On the surface it would appear as if individuals in the United States decide how and where to access health services. In practice, their system leaves everyone to their own devices, and immense economic, racial and regional inequalities are reproduced in the access to health. According to United States Census reports, 8.5% Americans (around 25 million people) did not have any health insurance at any point during 2018. Paradoxically, these people, who are among the poorest Americans, are also the most likely to face the maximum health-related problems. Even for those who can access the system, there is little uniformity in quality and delivery. Multiple layers of insurance related red-tape, and state policies mean that the system has high internal costs and friction, and there is little scope for coordinated action. And this is the situation during normal conditions. The system fails miserably when there is a sudden shock. Hurricane Katrina in Louisiana in 2005 left hundreds of thousands of poor African-Americans without basic health services for weeks.

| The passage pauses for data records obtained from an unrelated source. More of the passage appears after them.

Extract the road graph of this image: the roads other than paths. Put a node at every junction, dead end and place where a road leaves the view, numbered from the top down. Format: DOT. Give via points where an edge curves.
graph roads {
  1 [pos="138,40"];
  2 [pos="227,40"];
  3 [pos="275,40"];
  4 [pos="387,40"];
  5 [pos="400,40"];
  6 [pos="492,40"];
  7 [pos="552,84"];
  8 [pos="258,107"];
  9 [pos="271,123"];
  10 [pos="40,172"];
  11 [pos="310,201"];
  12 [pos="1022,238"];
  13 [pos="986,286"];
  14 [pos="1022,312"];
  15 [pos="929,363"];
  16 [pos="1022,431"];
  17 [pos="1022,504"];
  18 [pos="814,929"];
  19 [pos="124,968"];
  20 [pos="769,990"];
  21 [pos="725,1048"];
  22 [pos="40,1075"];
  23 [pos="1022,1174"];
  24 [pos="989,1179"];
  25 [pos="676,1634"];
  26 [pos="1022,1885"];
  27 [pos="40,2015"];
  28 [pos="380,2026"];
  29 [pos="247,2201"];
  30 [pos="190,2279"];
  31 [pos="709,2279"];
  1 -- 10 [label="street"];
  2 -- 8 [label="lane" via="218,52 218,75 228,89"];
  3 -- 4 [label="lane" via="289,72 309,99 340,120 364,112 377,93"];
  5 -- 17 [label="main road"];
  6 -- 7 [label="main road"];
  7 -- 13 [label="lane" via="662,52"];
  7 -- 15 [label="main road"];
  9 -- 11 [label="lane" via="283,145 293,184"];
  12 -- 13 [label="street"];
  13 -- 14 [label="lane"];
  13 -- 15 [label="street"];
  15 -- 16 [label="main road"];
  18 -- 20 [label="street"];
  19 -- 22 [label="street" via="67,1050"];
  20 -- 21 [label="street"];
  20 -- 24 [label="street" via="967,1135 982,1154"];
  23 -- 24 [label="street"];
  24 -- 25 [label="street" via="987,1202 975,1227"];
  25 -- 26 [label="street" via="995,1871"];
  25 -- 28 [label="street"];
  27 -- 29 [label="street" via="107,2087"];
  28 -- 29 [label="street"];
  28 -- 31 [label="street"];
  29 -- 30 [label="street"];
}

The shock of Covid-19 has been exacerbated by the loss of employment due to the lockdown and consequent loss of health insurance for many, which made them reluctant to seek medical aid. Since the health system largely leaves everyone to their own means, it generates little public trust and awareness of health issues. In the case of Covid-19, this has made contact-tracing and the isolation of infected people nearly impossible. People are reporting to hospitals only when their condition is critical, overloading the already stretched system.
Pathogen-induced diseases and their cures by vaccinations or antivirals and antibacterials are objective processes determined by the natural laws of biology and biochemistry. Any health system, however, is a value-laden structure created by society. After a cure is found for Covid-19, it is very likely that healthcare systems everywhere will fall back to its normal state. However, 15,00,000 humans die every year due to tuberculosis and 400,000 due to malaria, under such “normalcy”. Three hundred thousand women die every year during child birth. In India alone, around 100 women die every day during child birth. Most of these lives can be saved if the healthcare systems stops discriminating on the basis of wealth, race, gender or caste, and is organised around the principle of human needs rather than private profit.
The author teaches physics at St Stephen’s College, Delhi. The views are personal.